Please click here if you are unable to view this page.
TOPIC:
FAST INFERENCE FOR QUANTILE REGRESSIONS WITH MILLIONS OF OBSERVATIONS
ABSTRACT
While applications of "Big data'' analytic has brought many new opportunities to economic research, with datasets containing millions of samples, usual econometric inferences would require huge computing powers and memories that are often not accessible, and therefore are only applicable to smaller subsamples, and often raise concerns of sample selection biases. In this paper we focus on the quantile regression employed to datasets whose sizes are of order n~ 10^7. We develop a new inference framework that runs very fast, based on the stochastic gradient descent (SGD) updates. The cross-sectional data are treated sequentially into the model and the parameter estimate is updated when each "new observation" arrives, and finally aggregated as the “Polyak-Ruppert average”. We leverage insights from time series regression and construct asymptotically pivotal statistics via random scaling.
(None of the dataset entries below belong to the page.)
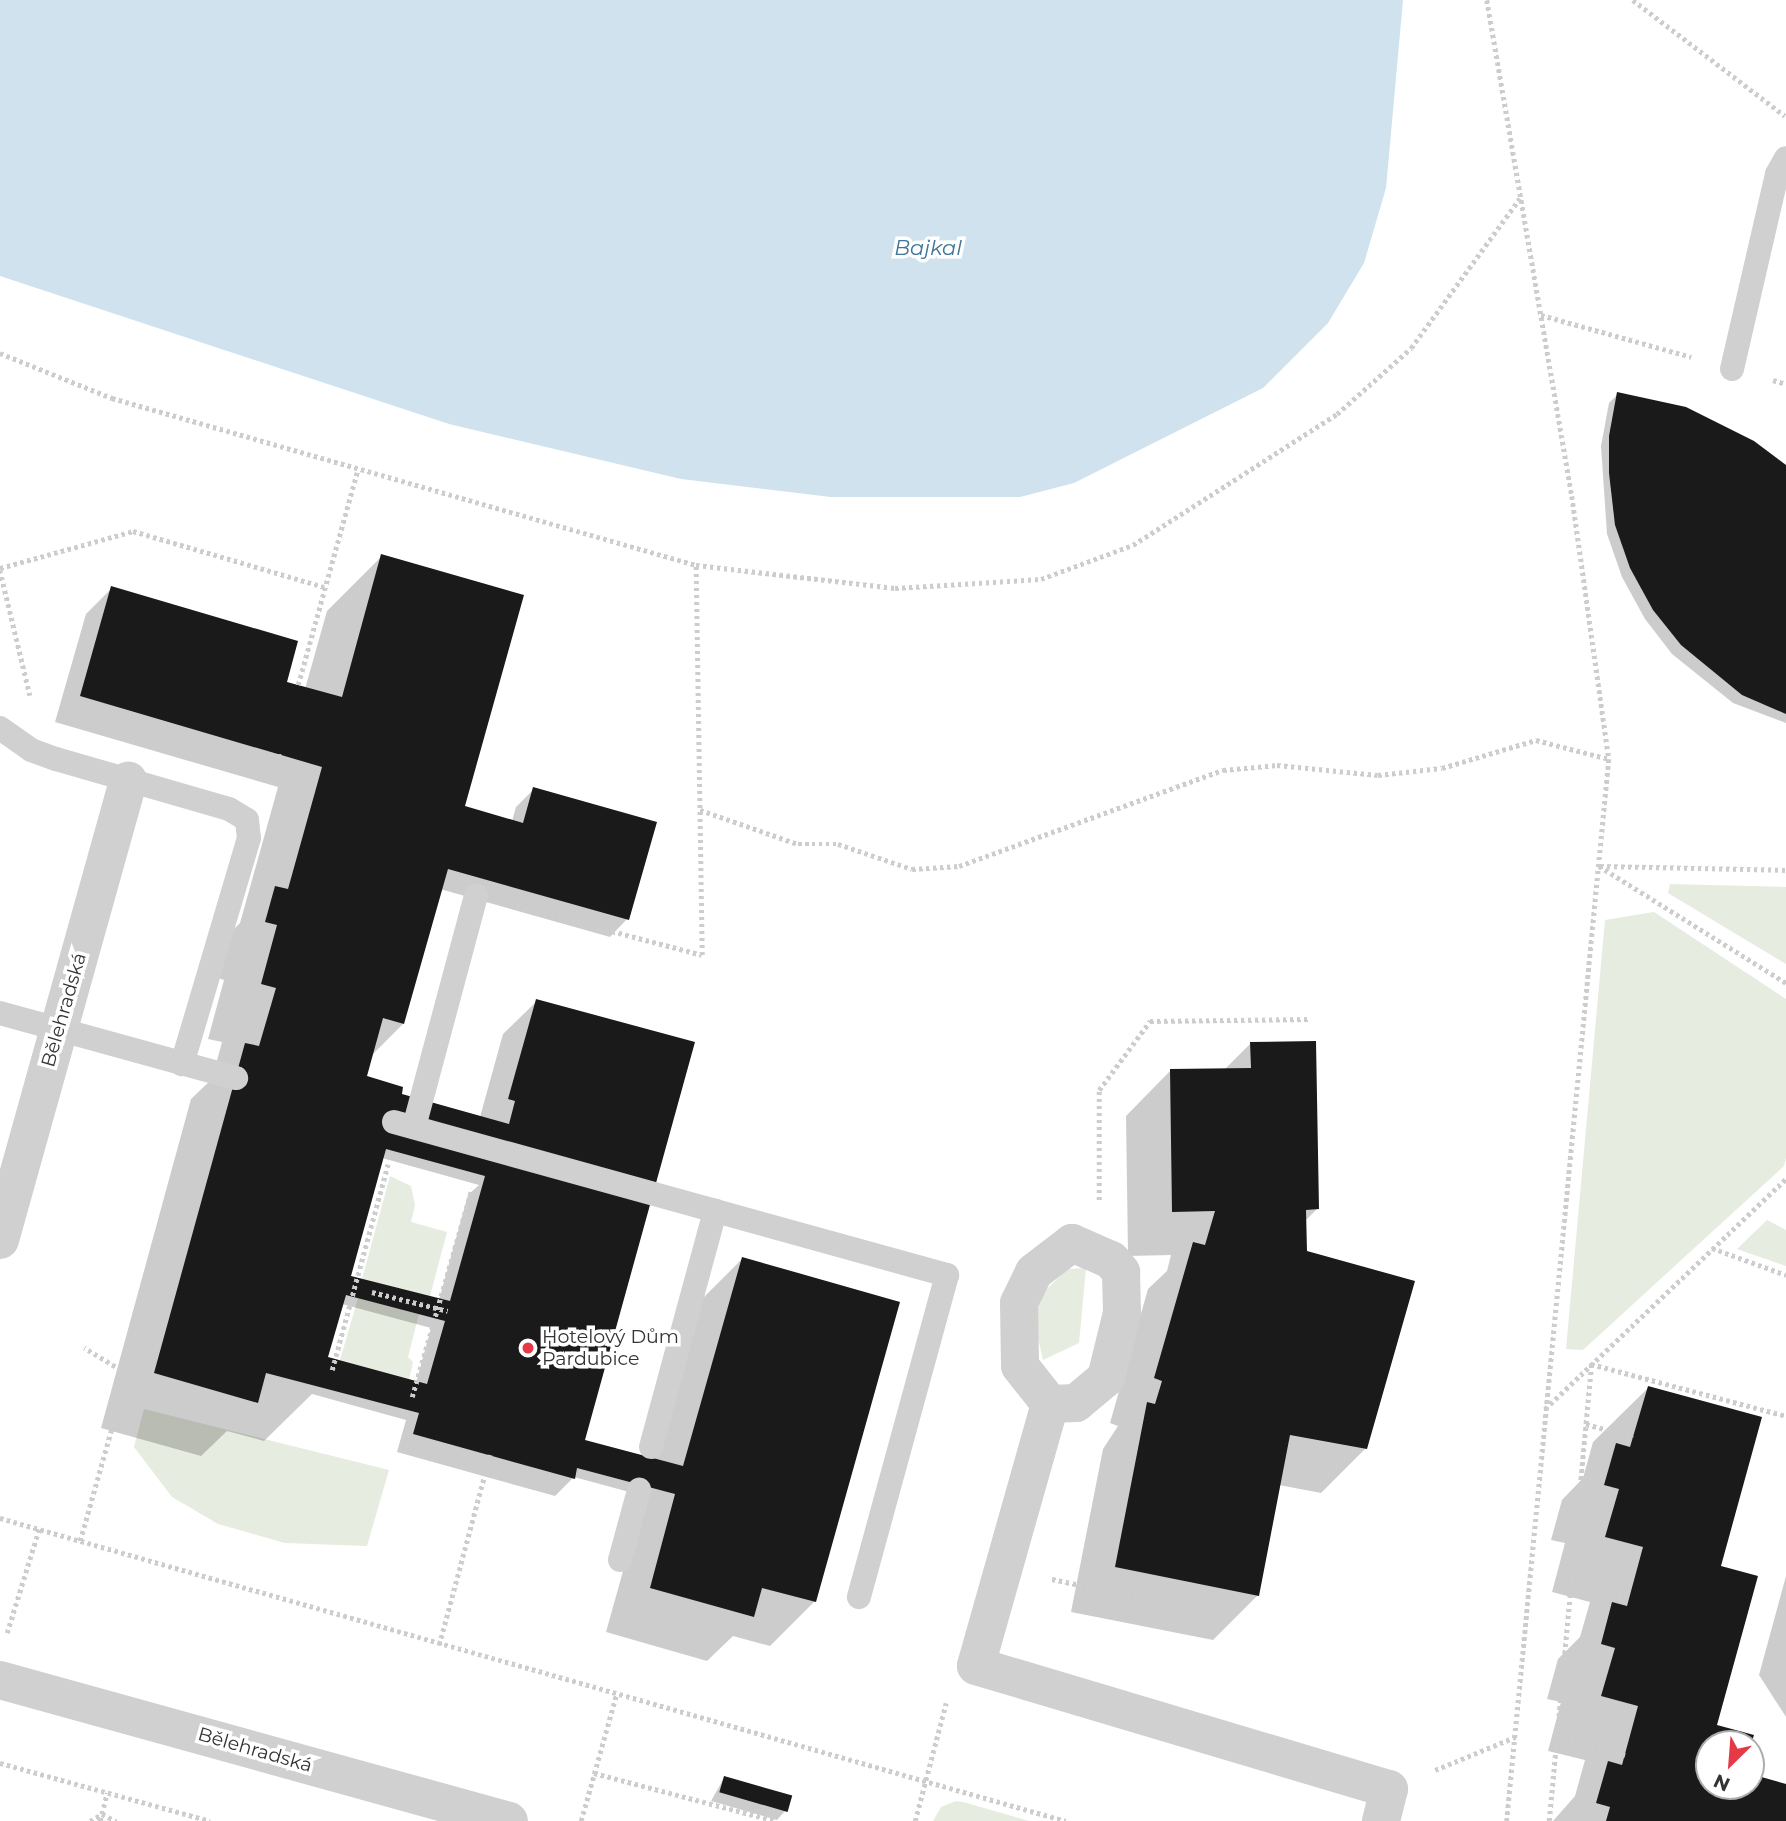 <!DOCTYPE html>
<meta charset="utf-8">
<style>
body{margin:0}
#map{position:relative;width:1786px;height:1821px;overflow:hidden;background:#fff;font-family:Montserrat,sans-serif}
div>[style]{position:absolute}
.green>*{inset:0;background:#e6ecdf}
.water>*{inset:0;background:#cfe2ee}
.shadow>*{inset:0;background:#0003}
.building>*{inset:0;background:#1a1a1a;transform-origin:0 0}
.path>*{height:4.5px;margin-top:-2.25px;transform-origin:0;background:repeating-linear-gradient(90deg,#cdcdcd 0 3.5px,transparent 0 7px)}
.lane>*{height:24px;margin:-12px;padding:0 12px;transform-origin:12px;border-radius:12px;background:#d0d0d0}
.street>*{height:38px;margin:-19px;padding:0 19px;transform-origin:19px;border-radius:19px;background:#d0d0d0}
.dots>*{width:19px;height:19px;translate:-50% -50%;box-sizing:border-box;border:4px solid #fff;border-radius:50%}
span{translate:-50% -50%;white-space:nowrap;text-align:center;line-height:1.15;-webkit-text-stroke:7px #fff;paint-order:stroke}
.street-label{font-size:19px;color:#333}
.poi-label{font-size:19px;color:#333}
.left{translate:0 -50%;text-align:left}
.water-label{font-size:21px;color:#3f7597;font-style:italic}
.north{position:absolute;left:1695px;top:1730px;width:70px;height:70px;box-sizing:border-box;background:#fff;border:2px solid #adadad;border-radius:50%;rotate:205deg;font-size:19px;font-weight:700;line-height:28px;text-align:center;color:#333}
.north::after{content:'';display:block;margin:auto;width:24px;height:32px;background:#e63946;clip-path:polygon(50% 0,100% 100%,50% 72%,0 100%)}
</style>
<div id="map">
<div class="green">
<div style="clip-path:polygon(1670px 884px,1786px 887px,1786px 964px,1668px 893px)"></div>
<div style="clip-path:polygon(1654px 912px,1786px 999px,1786px 1158px,1784px 1166px,1583px 1350px,1566px 1349px,1605px 920px)"></div>
<div style="clip-path:polygon(390px 1176px,411px 1186px,415px 1205px,411px 1222px,447px 1232px,430px 1296px,362px 1279px)"></div>
<div style="clip-path:polygon(1767px 1220px,1786px 1230px,1786px 1266px,1737px 1249px)"></div>
<div style="clip-path:polygon(1086px 1268px,1079px 1343px,1043px 1360px,1034px 1320px,1039px 1305px,1045px 1291px,1067px 1269px)"></div>
<div style="clip-path:polygon(358px 1298px,419px 1314px,408px 1357px,413px 1362px,409px 1380px,340px 1360px)"></div>
<div style="clip-path:polygon(144px 1409px,389px 1470px,367px 1546px,285px 1543px,218px 1524px,172px 1497px,134px 1447px)"></div>
<div style="clip-path:polygon(956px 1801px,963px 1802px,1029px 1821px,933px 1821px,941px 1807px)"></div>
</div>
<div class="water">
<div style="clip-path:polygon(0 0,1403px 0,1386px 188px,1364px 263px,1328px 323px,1263px 388px,1074px 483px,1020px 497px,831px 497px,681px 479px,449px 424px,0 276px)"></div>
</div>
<div class="shadow">
<div style="clip-path:polygon(1618px 394px,1786px 468px,1786px 723px,1733px 703px,1672px 654px,1645px 619px,1622px 577px,1607px 534px,1601px 446px,1609px 403px)"></div>
<div style="clip-path:polygon(evenodd,382px 556px,461px 812px,512px 821px,516px 807px,534px 789px,627px 919px,610px 937px,440px 889px,403px 1024px,371px 1056px,364px 1077px,398px 1100px,480px 1117px,503px 1034px,537px 1001px,583px 1441px,654px 1460px,697px 1304px,742px 1259px,815px 1601px,770px 1646px,733px 1636px,707px 1661px,606px 1632px,644px 1496px,574px 1477px,555px 1496px,397px 1452px,406px 1420px,312px 1394px,264px 1441px,227px 1431px,201px 1456px,101px 1428px,191px 1099px,212px 1079px,222px 1042px,208px 1039px,224px 980px,212px 976px,221px 942px,240px 923px,278px 787px,55px 722px,86px 614px,112px 588px,284px 683px,305px 689px,327px 611px,382px 556px,382px 1158px,479px 1185px,468px 1195px,439px 1300px,348px 1282px,382px 1158px,382px 556px,342px 1304px,431px 1328px,416px 1383px,326px 1358px,342px 1304px)"></div>
<div style="clip-path:polygon(1251px 1043px,1317px 1209px,1305px 1221px,1305px 1252px,1366px 1448px,1321px 1493px,1279px 1485px,1258px 1595px,1213px 1640px,1071px 1612px,1103px 1449px,1118px 1426px,1110px 1423px,1148px 1289px,1167px 1271px,1171px 1255px,1128px 1256px,1126px 1116px,1170px 1071px,1224px 1070px)"></div>
<div style="clip-path:polygon(1648px 1388px,1719px 1567px,1715px 1726px,1752px 1736px,1750px 1744px,1709px 1744px,1709px 1786px,1751px 1786px,1751px 1776px,1786px 1785px,1786px 1821px,1553px 1821px,1575px 1796px,1585px 1760px,1548px 1751px,1561px 1702px,1547px 1699px,1558px 1659px,1580px 1637px,1590px 1602px,1552px 1592px,1565px 1543px,1551px 1540px,1562px 1500px,1583px 1478px,1593px 1442px)"></div>
<div style="clip-path:polygon(1786px 1576px,1786px 1717px,1759px 1675px)"></div>
<div style="clip-path:polygon(724px 1778px,785px 1811px,777px 1820px,711px 1801px)"></div>
</div>
<div class="building">
<div style="clip-path:polygon(1617px 392px,1686px 407px,1754px 441px,1786px 465px,1786px 714px,1742px 695px,1681px 645px,1653px 610px,1630px 568px,1615px 525px,1609px 473px,1609px 436px)"></div>
<div style="clip-path:polygon(evenodd,381px 554px,524px 595px,465px 806px,523px 823px,533px 787px,657px 822px,629px 920px,448px 869px,404px 1024px,383px 1018px,367px 1076px,403px 1087px,402px 1094px,509px 1124px,515px 1101px,508px 1099px,536px 999px,695px 1042px,585px 1440px,683px 1466px,742px 1257px,900px 1302px,816px 1602px,762px 1588px,754px 1617px,650px 1588px,675px 1494px,577px 1468px,575px 1479px,413px 1434px,419px 1413px,266px 1373px,258px 1403px,154px 1373px,245px 1043px,259px 1046px,276px 988px,261px 984px,277px 925px,265px 922px,275px 886px,288px 889px,322px 767px,80px 696px,111px 586px,298px 641px,287px 682px,342px 697px,381px 554px,386px 1149px,485px 1176px,450px 1301px,351px 1276px,386px 1149px,381px 554px,346px 1295px,445px 1321px,427px 1384px,328px 1357px,346px 1295px)"></div>
<div style="clip-path:polygon(1316px 1041px,1319px 1209px,1306px 1210px,1307px 1251px,1415px 1281px,1367px 1449px,1290px 1435px,1259px 1596px,1115px 1567px,1147px 1402px,1155px 1404px,1162px 1381px,1154px 1378px,1193px 1242px,1205px 1245px,1215px 1211px,1172px 1212px,1170px 1069px,1251px 1068px,1250px 1042px)"></div>
<div style="clip-path:polygon(1648px 1386px,1762px 1417px,1721px 1566px,1758px 1576px,1717px 1725px,1754px 1735px,1751px 1744px,1709px 1744px,1709px 1786px,1751px 1786px,1751px 1774px,1786px 1784px,1786px 1821px,1606px 1821px,1610px 1807px,1596px 1803px,1608px 1761px,1622px 1765px,1638px 1706px,1601px 1696px,1615px 1648px,1601px 1644px,1612px 1602px,1627px 1606px,1643px 1547px,1605px 1537px,1619px 1489px,1604px 1485px,1616px 1443px,1630px 1447px)"></div>
<div style="left:724px;top:1776px;width:71px;height:17px;rotate:16deg"></div>
</div>
<div class="path">
<div style="left:1487px;top:0;width:503px;rotate:80.28deg"></div>
<div style="left:1572px;top:496px;width:266px;rotate:82deg"></div>
<div style="left:1609px;top:759px;width:1067px;rotate:95.49deg"></div>
<div style="left:1633px;top:0;width:191px;rotate:37.3deg"></div>
<div style="left:1541px;top:315px;width:156px;rotate:15.6deg"></div>
<div style="left:0;top:353px;width:121px;rotate:21.9deg"></div>
<div style="left:112px;top:398px;width:607px;rotate:15.96deg"></div>
<div style="left:696px;top:565px;width:200px;rotate:6.6deg"></div>
<div style="left:895px;top:588px;width:146px;rotate:-3.5deg"></div>
<div style="left:1041px;top:579px;width:98px;rotate:-20.3deg"></div>
<div style="left:1133px;top:545px;width:242px;rotate:-32.7deg"></div>
<div style="left:1337px;top:414px;width:99px;rotate:-41.7deg"></div>
<div style="left:1411px;top:348px;width:185px;rotate:-54deg"></div>
<div style="left:1773px;top:380px;width:14px;rotate:17deg"></div>
<div style="left:0;top:568px;width:138px;rotate:-15.5deg"></div>
<div style="left:133px;top:531px;width:199px;rotate:16.3deg"></div>
<div style="left:0;top:570px;width:129px;rotate:76.5deg"></div>
<div style="left:298px;top:685px;width:221px;rotate:-74.5deg"></div>
<div style="left:279px;top:754px;width:44px;rotate:84.8deg"></div>
<div style="left:700px;top:810px;width:104px;rotate:19.1deg"></div>
<div style="left:798px;top:844px;width:40px"></div>
<div style="left:838px;top:844px;width:78px;rotate:18.7deg"></div>
<div style="left:912px;top:869px;width:47px;rotate:-3.7deg"></div>
<div style="left:959px;top:866px;width:281px;rotate:-20deg"></div>
<div style="left:1223px;top:770px;width:54px;rotate:-5.3deg"></div>
<div style="left:1277px;top:765px;width:101px;rotate:5.7deg"></div>
<div style="left:1378px;top:775px;width:64px;rotate:-6.2deg"></div>
<div style="left:1442px;top:768px;width:98px;rotate:-16.6deg"></div>
<div style="left:1536px;top:740px;width:75px;rotate:14.6deg"></div>
<div style="left:1599px;top:866px;width:221px;rotate:32deg"></div>
<div style="left:1600px;top:866px;width:186px;rotate:1.2deg"></div>
<div style="left:517px;top:906px;width:191px;rotate:14.8deg"></div>
<div style="left:702px;top:955px;width:390px;rotate:-90.9deg"></div>
<div style="left:1099px;top:1200px;width:110px;rotate:-90deg"></div>
<div style="left:1099px;top:1090px;width:86px;rotate:-53.5deg"></div>
<div style="left:1150px;top:1021px;width:161px;rotate:-0.7deg"></div>
<div style="left:1712px;top:1248px;width:79px;rotate:20deg"></div>
<div style="left:372px;top:1292px;width:78px;rotate:14deg"></div>
<div style="left:332px;top:1370px;width:213px;rotate:-74.8deg"></div>
<div style="left:412px;top:1397px;width:217px;rotate:-74deg"></div>
<div style="left:1545px;top:1409px;width:333px;rotate:-43.7deg"></div>
<div style="left:1586px;top:1424px;width:49px;rotate:15.5deg"></div>
<div style="left:0;top:1518px;width:1108px;rotate:15.87deg"></div>
<div style="left:80px;top:1541px;width:173px;rotate:-74.3deg"></div>
<div style="left:127px;top:1374px;width:50px;rotate:-148.8deg"></div>
<div style="left:1052px;top:1579px;width:129px;rotate:12.1deg"></div>
<div style="left:1178px;top:1606px;width:25px;rotate:-79deg"></div>
<div style="left:1571px;top:1579px;width:62px;rotate:17deg"></div>
<div style="left:7px;top:1633px;width:109px;rotate:-72.9deg"></div>
<div style="left:439px;top:1645px;width:197px;rotate:-75deg"></div>
<div style="left:1557px;top:1735px;width:71px;rotate:16.4deg"></div>
<div style="left:0;top:1763px;width:218px;rotate:15.4deg"></div>
<div style="left:1435px;top:1770px;width:87px;rotate:-22.4deg"></div>
<div style="left:594px;top:1773px;width:188px;rotate:14.8deg"></div>
<div style="left:90px;top:1821px;width:14px;rotate:-30deg"></div>
<div style="left:102px;top:1814px;width:16px;rotate:27deg"></div>
<div style="left:100px;top:1821px;width:29px;rotate:-76deg"></div>
<div style="left:581px;top:1821px;width:130px;rotate:-74.4deg"></div>
<div style="left:915px;top:1821px;width:122px;rotate:-75.3deg"></div>
<div style="left:1549px;top:1821px;width:459px;rotate:-84.7deg"></div>
<div style="left:1591px;top:1364px;width:202px;rotate:14.9deg"></div>
</div>
<div class="lane">
<div style="left:1732px;top:369px;width:200px;rotate:-77deg"></div>
<div style="left:1777px;top:174px;width:18px;rotate:-61deg"></div>
<div style="left:0;top:728px;width:38px;rotate:35deg"></div>
<div style="left:31px;top:750px;width:27px;rotate:20deg"></div>
<div style="left:56px;top:759px;width:180px;rotate:16.1deg"></div>
<div style="left:229px;top:809px;width:21px;rotate:31deg"></div>
<div style="left:247px;top:820px;width:18px;rotate:84deg"></div>
<div style="left:249px;top:838px;width:236px;rotate:106.5deg"></div>
<div style="left:0;top:1013px;width:245px;rotate:15.4deg"></div>
<div style="left:394px;top:1122px;width:574px;rotate:15.47deg"></div>
<div style="left:947px;top:1275px;width:334px;rotate:105.3deg"></div>
<div style="left:414px;top:1127px;width:240px;rotate:-75deg"></div>
<div style="left:651px;top:1447px;width:245px;rotate:-74.8deg"></div>
<div style="left:620px;top:1560px;width:73px;rotate:-74.8deg"></div>
</div>
<div class="street">
<div style="left:0;top:1240px;width:477px;rotate:-74.4deg"></div>
<div style="left:1072px;top:1243px;width:43px;rotate:23.6deg"></div>
<div style="left:1111px;top:1260px;width:16px;rotate:50deg"></div>
<div style="left:1121px;top:1272px;width:41px;rotate:88.6deg"></div>
<div style="left:1122px;top:1313px;width:67px;rotate:103.8deg"></div>
<div style="left:1106px;top:1378px;width:39px;rotate:140deg"></div>
<div style="left:1076px;top:1403px;width:26px;rotate:178deg"></div>
<div style="left:1050px;top:1404px;width:48px;rotate:-128.3deg"></div>
<div style="left:1020px;top:1366px;width:63px;rotate:-90.9deg"></div>
<div style="left:1019px;top:1303px;width:34px;rotate:-64deg"></div>
<div style="left:1034px;top:1272px;width:48px;rotate:-37.3deg"></div>
<div style="left:1050px;top:1404px;width:272px;rotate:105.8deg"></div>
<div style="left:976px;top:1666px;width:431px;rotate:16.6deg"></div>
<div style="left:1389px;top:1789px;width:33px;rotate:104deg"></div>
<div style="left:0;top:1680px;width:528px;rotate:15.48deg"></div>
</div>
<div class="dots">
<div style="left:528px;top:1348px;background:#e63946"></div>
</div>
<div class="street-label">
<span style="left:64px;top:1010px;rotate:-74deg">Bělehradská</span>
<span style="left:255px;top:1750px;rotate:16deg">Bělehradská</span>
</div>
<div class="poi-label">
<span class="left" style="left:542px;top:1348px">Hotelový Dům<br>Pardubice</span>
</div>
<div class="water-label">
<span style="left:928px;top:248px">Bajkal</span>
</div>
<div class="north">N</div>
</div>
Our proposed test statistic is computed in a fully online fashion and the critical values are obtained without any resampling methods. We conduct extensive numerical studies to showcase the computational merits of our proposed inference, and find that alternative inference methods from existing approaches would be binding by either time constraints or memory budgets for computations. Our proposed method is useful to analyze the entire economic census data without focusing on subsamples.